Cirujano Rodríguez

Suele considerarse que la llamada «judicialización» de la política es una tara del sistema, aunque a menudo el recurso a esta expresión de denuncia no indique otra cosa que temor a la efectividad del Estado de derecho, como ocurrió en los amenes del felipismo. Otra tara, esta vez extendida desde las filas del propio Gobierno y de sus colaboradores, es la nueva –tan vieja a la vez– «medicalización» de la democracia. Después del «cordón sanitario» que propuso Luppi para aislar a la derecha, los socialistas hicieron público el miércoles un comunicado en que anunciaban su renuncia a tener en cuenta todas aquellas propuestas del Partido Popular que desemboquen en «debates estériles y desmoralizadores». No vayamos a caer en la neurastenia colectiva. Si con la memoria histórica la gestión gubernamental olía a naftalina, con la política antiterrorista comienza a apestar a cloroformo.

Empleando esos sutiles términos propios de un trasnochado vademécum, se insinúa que lo saludable y lo fecundo está del lado del presidente y su diálogo, mientras que lo yermo y lo enfermizo se extiende por los páramos de la oposición. Según esa lógica, no hay dolencia más grave que el rechazo a un futuro sin paz, como han llegado a detectarle al Partido Popular los socialistas y sus aliados. Pero es que ese diagnóstico es delirante. El partido con más muertos por atentados terroristas, el más amenazado, el más odiado por los asesinos, no puede querer otra cosa que la paz. Ahora bien, no de cualquier manera, no renunciando a todo lo que se logró cuando se aplicaba la ley con rigor, no a cambio de cometer indignidades en cadena ni, por supuesto, con la contrapartida de una negociación política.

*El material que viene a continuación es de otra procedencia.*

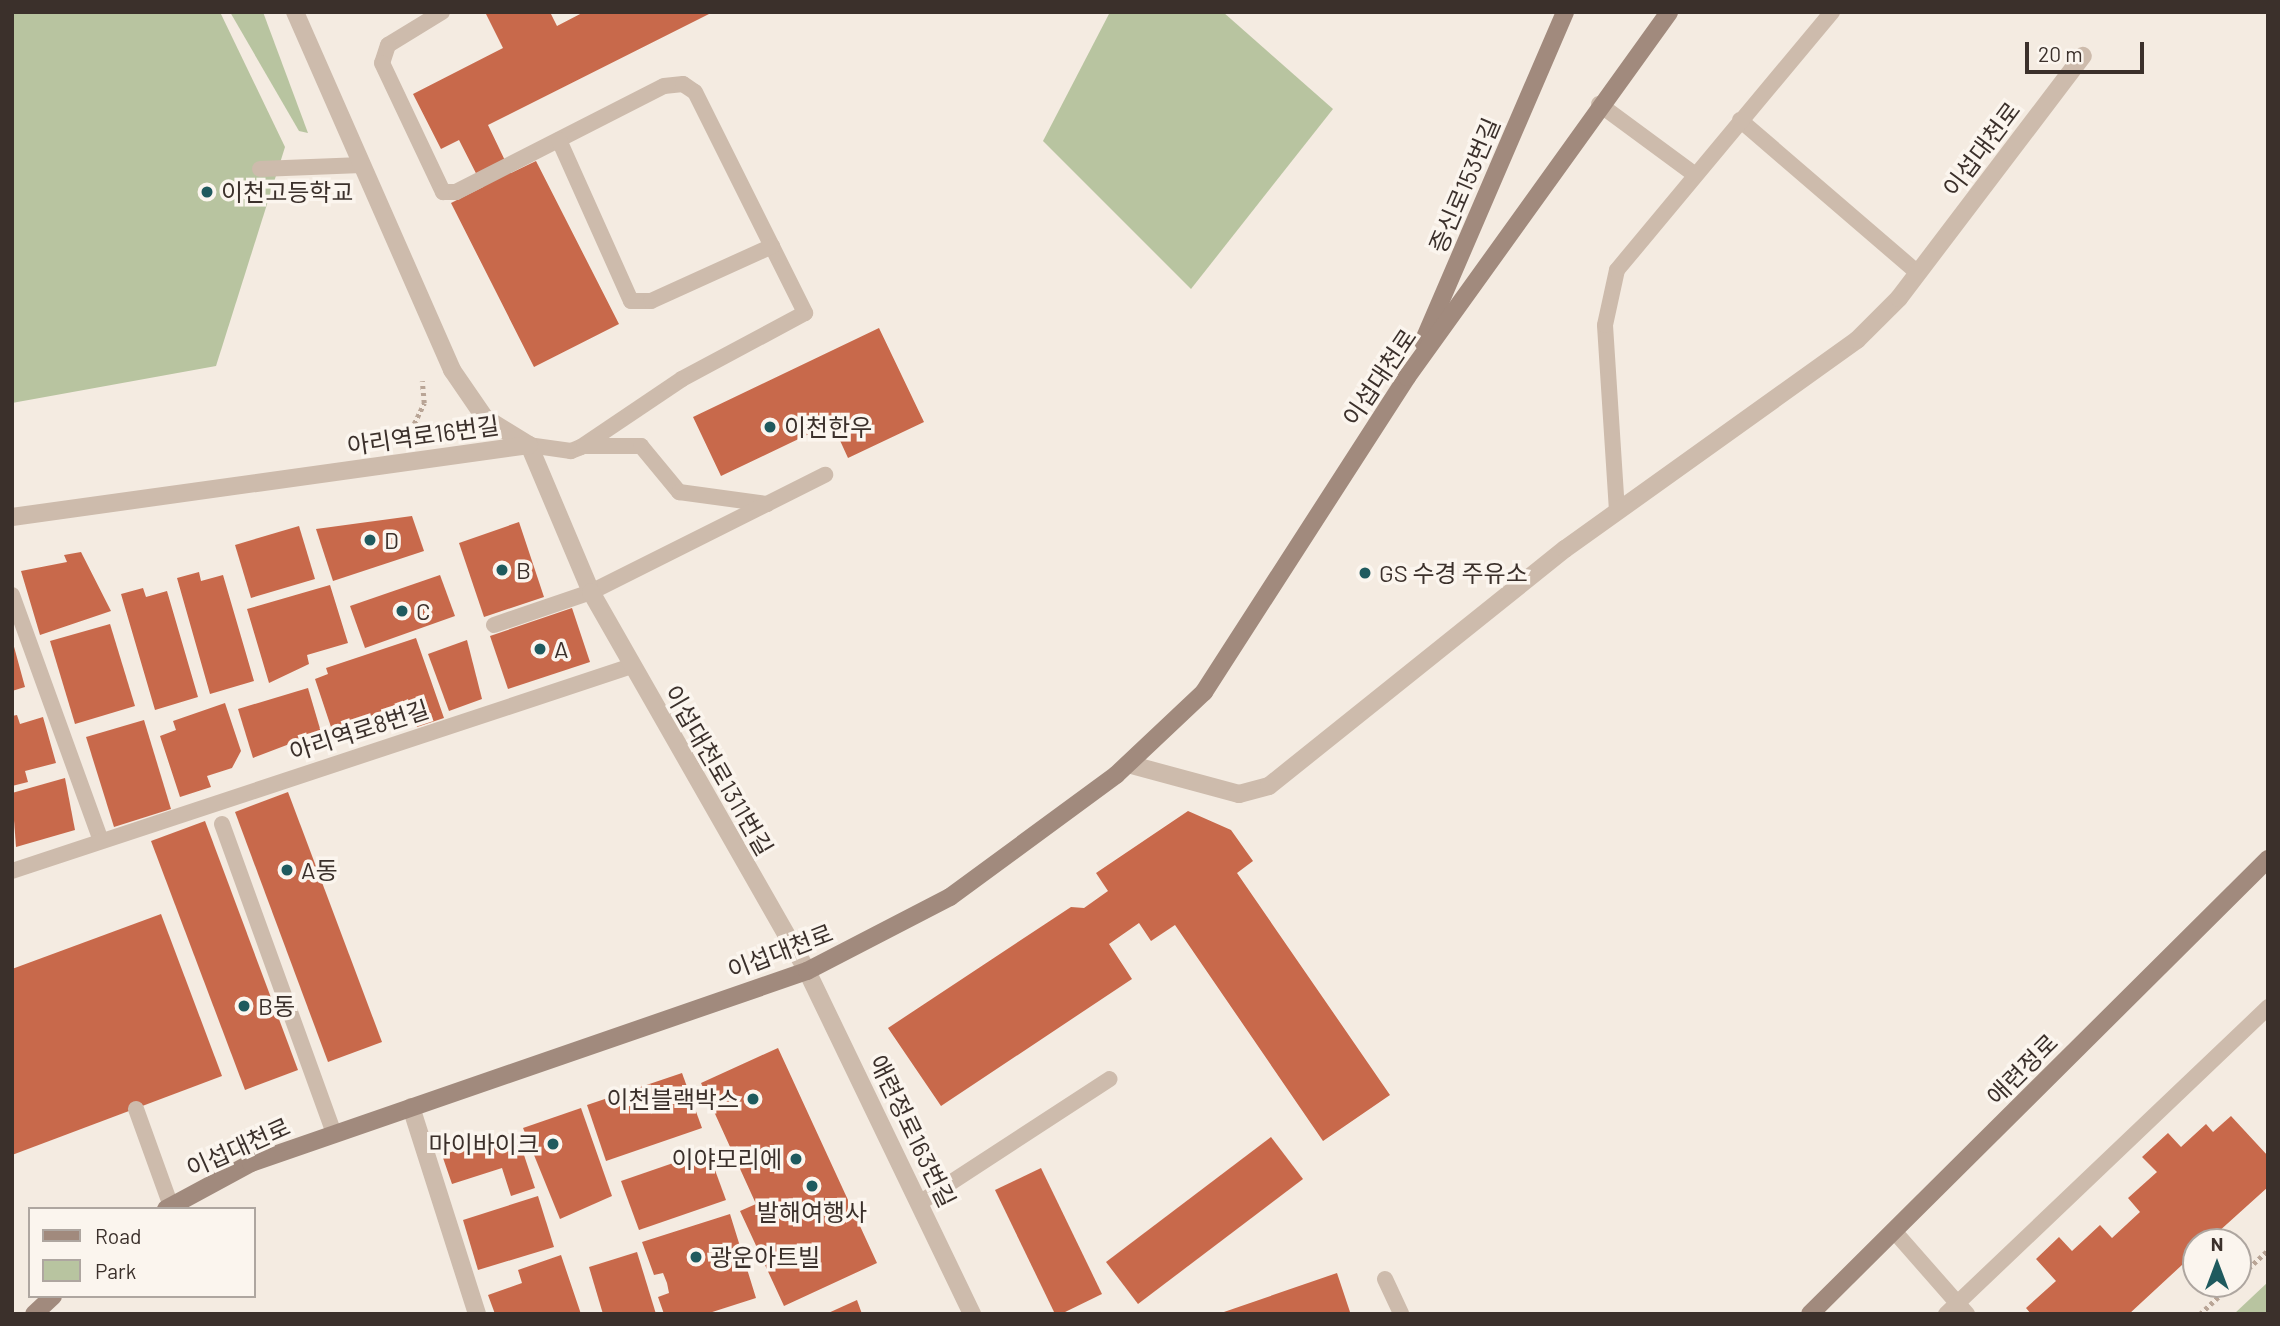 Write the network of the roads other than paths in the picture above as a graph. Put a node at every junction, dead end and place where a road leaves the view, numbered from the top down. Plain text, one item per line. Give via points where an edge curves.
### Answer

Hete aquí, pues, a este aprendiz de doctor Negrín, a este Rodríguez arbitrista de la pacificación, a este cirujanillo de hierro con balsámica sonrisa, a este creador o inductor de lazaretos semánticos, que se ha puesto la bata blanca, ha encendido los potentes focos del quirófano y, con la asistencia a la operación de sus socios parlamentarios, se ha calzado los guantes de goma y ha tomado el bisturí para eliminar del cuerpo a unos diez millones de ciudadanos como si fueran un enorme absceso del tamaño de una cabeza. Lo que ha de pararse a considerar este aprendiz de doctor Negrín, este Rodríguez arbitrista de la pacificación, este cirujanillo de hierro con balsámica sonrisa, este creador o inductor de lazaretos semánticos, es si ese enorme bulto que él ve como un absceso del tamaño de una cabeza no será, en realidad, la propia cabeza.